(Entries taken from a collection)
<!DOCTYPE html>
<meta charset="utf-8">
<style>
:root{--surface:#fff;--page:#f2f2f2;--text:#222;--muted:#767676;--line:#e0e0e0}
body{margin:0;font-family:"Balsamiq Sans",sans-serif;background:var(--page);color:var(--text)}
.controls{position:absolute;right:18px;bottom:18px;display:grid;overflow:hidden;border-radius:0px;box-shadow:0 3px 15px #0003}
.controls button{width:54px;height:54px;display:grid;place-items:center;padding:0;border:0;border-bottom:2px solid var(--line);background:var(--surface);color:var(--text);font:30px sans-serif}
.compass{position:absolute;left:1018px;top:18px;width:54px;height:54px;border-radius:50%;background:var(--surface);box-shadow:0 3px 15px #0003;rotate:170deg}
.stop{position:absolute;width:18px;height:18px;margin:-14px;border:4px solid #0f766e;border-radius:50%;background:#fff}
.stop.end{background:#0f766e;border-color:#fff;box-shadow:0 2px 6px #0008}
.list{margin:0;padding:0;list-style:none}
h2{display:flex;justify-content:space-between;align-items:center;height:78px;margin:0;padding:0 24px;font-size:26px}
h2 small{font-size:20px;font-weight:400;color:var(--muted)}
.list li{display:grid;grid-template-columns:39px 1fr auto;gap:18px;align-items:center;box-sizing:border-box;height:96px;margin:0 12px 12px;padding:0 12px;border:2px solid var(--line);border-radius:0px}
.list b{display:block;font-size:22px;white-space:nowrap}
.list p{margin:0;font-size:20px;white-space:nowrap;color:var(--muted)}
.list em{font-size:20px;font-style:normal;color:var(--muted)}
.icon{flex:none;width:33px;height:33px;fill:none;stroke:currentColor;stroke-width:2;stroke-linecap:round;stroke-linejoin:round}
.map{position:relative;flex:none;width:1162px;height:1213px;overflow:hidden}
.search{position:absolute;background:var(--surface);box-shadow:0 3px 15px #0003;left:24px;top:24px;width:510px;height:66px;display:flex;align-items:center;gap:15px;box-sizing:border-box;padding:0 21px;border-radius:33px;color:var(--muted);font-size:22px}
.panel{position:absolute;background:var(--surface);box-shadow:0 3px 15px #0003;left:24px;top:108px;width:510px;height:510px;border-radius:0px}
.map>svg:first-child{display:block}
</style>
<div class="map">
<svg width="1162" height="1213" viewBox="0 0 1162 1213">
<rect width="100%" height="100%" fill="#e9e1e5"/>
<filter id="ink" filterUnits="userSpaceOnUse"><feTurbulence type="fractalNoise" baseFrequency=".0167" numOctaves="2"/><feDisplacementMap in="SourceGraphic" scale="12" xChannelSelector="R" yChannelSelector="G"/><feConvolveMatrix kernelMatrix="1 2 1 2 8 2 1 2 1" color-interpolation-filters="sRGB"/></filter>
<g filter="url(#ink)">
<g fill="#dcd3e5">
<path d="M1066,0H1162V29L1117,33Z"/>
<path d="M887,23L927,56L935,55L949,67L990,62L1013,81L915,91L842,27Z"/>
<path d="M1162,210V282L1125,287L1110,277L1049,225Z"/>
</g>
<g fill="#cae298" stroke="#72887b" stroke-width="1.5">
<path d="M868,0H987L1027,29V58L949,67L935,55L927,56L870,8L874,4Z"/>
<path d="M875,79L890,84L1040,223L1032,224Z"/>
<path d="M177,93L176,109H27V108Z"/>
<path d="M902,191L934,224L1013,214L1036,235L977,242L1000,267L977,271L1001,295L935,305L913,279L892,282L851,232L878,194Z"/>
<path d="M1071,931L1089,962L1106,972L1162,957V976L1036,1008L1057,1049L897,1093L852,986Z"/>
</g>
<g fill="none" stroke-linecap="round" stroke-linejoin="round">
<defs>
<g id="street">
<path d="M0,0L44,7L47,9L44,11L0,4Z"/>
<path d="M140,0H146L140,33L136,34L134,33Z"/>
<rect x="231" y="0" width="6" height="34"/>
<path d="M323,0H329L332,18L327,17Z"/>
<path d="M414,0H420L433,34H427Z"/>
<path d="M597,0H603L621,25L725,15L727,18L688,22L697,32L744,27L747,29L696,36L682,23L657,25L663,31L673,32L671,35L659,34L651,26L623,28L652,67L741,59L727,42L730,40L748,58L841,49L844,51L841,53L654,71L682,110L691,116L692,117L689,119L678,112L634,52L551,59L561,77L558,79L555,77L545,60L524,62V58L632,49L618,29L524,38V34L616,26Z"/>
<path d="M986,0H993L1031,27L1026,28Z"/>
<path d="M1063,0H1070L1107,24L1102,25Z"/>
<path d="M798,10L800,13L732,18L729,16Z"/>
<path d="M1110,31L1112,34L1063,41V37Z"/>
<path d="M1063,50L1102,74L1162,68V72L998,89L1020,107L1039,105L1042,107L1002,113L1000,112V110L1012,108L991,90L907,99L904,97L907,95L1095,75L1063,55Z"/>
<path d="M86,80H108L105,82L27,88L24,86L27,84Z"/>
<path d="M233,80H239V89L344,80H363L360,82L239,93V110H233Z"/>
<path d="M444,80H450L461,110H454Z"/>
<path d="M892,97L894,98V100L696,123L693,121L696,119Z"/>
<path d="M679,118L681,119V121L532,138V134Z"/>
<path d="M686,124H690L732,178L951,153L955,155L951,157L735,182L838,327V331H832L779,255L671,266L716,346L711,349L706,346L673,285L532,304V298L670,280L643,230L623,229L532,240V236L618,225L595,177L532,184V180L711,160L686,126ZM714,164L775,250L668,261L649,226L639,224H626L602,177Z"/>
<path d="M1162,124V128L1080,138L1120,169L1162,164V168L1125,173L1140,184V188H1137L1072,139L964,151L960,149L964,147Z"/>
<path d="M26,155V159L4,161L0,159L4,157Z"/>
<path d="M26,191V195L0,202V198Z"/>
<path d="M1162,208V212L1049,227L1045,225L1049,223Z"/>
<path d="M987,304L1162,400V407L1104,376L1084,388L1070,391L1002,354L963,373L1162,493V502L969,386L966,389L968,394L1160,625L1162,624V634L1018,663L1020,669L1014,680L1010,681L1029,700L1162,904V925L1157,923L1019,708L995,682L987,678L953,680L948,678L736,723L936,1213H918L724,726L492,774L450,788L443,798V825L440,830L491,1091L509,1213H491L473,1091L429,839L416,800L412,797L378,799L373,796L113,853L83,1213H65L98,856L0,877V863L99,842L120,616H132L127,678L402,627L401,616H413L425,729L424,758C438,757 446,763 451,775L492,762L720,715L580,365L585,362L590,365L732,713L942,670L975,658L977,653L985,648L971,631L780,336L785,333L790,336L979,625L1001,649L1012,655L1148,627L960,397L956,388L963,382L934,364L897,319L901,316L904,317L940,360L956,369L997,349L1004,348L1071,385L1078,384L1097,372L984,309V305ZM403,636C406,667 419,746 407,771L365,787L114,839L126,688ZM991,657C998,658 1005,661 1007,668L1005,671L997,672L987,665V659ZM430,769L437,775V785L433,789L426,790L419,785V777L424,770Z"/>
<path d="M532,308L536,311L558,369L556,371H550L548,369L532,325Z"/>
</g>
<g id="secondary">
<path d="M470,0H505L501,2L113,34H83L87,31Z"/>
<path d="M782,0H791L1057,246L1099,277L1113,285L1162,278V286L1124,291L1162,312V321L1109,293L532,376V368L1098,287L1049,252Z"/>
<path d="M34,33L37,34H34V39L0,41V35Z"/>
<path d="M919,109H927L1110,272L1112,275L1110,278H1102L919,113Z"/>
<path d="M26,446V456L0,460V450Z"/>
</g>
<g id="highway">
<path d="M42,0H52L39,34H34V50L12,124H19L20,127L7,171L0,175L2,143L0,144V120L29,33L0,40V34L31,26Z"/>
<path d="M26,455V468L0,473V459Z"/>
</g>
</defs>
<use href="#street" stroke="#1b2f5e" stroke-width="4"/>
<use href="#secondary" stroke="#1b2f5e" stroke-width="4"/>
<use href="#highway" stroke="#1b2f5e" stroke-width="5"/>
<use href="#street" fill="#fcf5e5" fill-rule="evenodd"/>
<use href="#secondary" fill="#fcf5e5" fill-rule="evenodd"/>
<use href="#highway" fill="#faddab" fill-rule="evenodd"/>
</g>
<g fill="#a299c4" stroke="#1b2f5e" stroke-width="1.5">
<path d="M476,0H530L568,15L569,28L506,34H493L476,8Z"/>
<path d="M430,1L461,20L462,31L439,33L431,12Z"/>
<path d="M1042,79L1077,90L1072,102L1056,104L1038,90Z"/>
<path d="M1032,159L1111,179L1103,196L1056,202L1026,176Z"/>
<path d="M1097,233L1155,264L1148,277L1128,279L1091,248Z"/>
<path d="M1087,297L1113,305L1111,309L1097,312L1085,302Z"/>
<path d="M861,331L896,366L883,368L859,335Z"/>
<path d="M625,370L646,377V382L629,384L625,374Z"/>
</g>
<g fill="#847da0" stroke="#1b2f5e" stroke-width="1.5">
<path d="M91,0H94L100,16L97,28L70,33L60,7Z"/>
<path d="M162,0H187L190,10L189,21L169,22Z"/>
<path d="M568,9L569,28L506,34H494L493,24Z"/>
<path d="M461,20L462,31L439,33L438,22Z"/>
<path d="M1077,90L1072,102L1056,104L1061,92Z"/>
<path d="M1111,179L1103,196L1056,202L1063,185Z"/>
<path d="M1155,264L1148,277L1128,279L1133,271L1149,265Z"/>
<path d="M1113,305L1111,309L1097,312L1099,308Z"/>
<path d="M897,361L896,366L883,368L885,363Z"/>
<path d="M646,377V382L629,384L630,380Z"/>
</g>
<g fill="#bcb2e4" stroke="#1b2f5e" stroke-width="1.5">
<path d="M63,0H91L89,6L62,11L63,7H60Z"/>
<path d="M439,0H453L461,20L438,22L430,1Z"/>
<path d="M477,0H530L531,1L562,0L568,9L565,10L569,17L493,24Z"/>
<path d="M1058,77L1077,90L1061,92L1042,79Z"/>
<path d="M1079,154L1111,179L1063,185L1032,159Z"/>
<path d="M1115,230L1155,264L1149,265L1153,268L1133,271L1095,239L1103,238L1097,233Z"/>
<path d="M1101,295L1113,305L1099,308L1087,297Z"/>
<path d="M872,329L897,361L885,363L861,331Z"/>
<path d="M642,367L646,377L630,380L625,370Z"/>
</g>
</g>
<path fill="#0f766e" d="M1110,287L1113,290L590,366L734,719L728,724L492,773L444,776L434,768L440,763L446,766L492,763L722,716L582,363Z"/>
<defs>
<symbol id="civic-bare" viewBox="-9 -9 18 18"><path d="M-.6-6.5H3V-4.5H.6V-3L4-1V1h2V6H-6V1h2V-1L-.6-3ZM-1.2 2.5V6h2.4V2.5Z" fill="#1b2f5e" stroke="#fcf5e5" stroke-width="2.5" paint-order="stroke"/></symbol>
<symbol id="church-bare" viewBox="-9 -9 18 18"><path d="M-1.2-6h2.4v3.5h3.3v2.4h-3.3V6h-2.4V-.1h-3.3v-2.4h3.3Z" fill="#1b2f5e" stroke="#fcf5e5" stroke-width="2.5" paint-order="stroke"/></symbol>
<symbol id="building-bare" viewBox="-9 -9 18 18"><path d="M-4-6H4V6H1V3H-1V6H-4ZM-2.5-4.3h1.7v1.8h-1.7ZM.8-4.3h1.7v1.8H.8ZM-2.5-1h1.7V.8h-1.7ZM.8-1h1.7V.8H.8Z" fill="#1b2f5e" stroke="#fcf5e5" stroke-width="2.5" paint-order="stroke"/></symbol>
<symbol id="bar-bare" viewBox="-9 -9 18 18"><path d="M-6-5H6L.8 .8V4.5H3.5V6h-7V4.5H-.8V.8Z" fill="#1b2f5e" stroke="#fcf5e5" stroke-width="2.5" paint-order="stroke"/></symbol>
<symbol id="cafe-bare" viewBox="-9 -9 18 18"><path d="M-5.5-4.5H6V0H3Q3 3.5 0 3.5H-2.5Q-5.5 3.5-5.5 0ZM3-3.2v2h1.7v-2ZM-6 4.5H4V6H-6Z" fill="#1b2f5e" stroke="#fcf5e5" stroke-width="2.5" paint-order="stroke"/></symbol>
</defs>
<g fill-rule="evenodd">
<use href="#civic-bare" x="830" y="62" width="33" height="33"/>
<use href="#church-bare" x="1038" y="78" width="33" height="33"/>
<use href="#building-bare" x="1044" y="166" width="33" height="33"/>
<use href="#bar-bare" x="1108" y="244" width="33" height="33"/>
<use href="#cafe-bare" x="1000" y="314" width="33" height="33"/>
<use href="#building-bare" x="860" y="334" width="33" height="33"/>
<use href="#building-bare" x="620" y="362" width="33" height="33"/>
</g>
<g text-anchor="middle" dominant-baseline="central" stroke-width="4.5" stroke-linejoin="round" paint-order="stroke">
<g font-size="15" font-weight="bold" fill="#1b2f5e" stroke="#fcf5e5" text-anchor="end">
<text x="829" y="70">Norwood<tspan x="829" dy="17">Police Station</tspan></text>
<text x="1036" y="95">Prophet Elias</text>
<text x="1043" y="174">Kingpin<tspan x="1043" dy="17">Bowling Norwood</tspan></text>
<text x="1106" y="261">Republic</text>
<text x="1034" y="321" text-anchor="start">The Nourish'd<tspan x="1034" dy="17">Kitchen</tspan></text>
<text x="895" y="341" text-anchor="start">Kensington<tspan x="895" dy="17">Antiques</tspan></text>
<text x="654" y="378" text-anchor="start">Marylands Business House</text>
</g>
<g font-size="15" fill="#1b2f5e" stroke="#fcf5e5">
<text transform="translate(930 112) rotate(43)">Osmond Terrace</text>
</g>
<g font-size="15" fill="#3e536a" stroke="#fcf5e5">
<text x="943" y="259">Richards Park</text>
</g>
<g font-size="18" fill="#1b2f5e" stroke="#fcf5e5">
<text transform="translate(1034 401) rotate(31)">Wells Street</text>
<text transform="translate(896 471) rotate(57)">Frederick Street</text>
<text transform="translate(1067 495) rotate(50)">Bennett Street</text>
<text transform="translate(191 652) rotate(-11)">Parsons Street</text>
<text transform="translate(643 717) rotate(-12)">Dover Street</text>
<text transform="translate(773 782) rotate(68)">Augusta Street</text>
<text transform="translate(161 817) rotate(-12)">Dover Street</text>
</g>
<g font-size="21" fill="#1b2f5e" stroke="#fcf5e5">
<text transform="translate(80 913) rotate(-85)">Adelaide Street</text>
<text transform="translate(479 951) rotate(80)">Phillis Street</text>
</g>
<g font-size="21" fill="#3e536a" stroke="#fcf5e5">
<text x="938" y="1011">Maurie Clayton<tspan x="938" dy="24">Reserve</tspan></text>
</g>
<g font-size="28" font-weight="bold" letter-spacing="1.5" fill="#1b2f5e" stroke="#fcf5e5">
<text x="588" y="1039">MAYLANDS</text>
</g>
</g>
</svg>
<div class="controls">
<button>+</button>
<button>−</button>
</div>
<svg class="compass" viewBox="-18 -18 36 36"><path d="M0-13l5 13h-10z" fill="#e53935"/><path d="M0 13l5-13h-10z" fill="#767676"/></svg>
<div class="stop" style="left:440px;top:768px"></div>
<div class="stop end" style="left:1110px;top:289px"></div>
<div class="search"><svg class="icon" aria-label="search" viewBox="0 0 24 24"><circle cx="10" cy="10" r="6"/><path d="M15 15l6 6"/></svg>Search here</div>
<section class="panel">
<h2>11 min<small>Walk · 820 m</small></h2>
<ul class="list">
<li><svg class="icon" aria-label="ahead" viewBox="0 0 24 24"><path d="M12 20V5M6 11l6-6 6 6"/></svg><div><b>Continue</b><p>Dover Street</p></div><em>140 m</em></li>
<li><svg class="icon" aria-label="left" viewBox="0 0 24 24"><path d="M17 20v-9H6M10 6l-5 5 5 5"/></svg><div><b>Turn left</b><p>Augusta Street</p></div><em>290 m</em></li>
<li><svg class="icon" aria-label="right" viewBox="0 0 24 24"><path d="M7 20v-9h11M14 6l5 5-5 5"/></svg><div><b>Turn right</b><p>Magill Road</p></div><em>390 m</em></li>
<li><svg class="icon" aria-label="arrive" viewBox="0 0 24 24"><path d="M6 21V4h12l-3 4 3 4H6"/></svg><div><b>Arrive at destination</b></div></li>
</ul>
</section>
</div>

WHAT YOU HAVE TO DO |
For the entries above, give only the number of lines that contain the word "list".

COMPLETED TASK |
6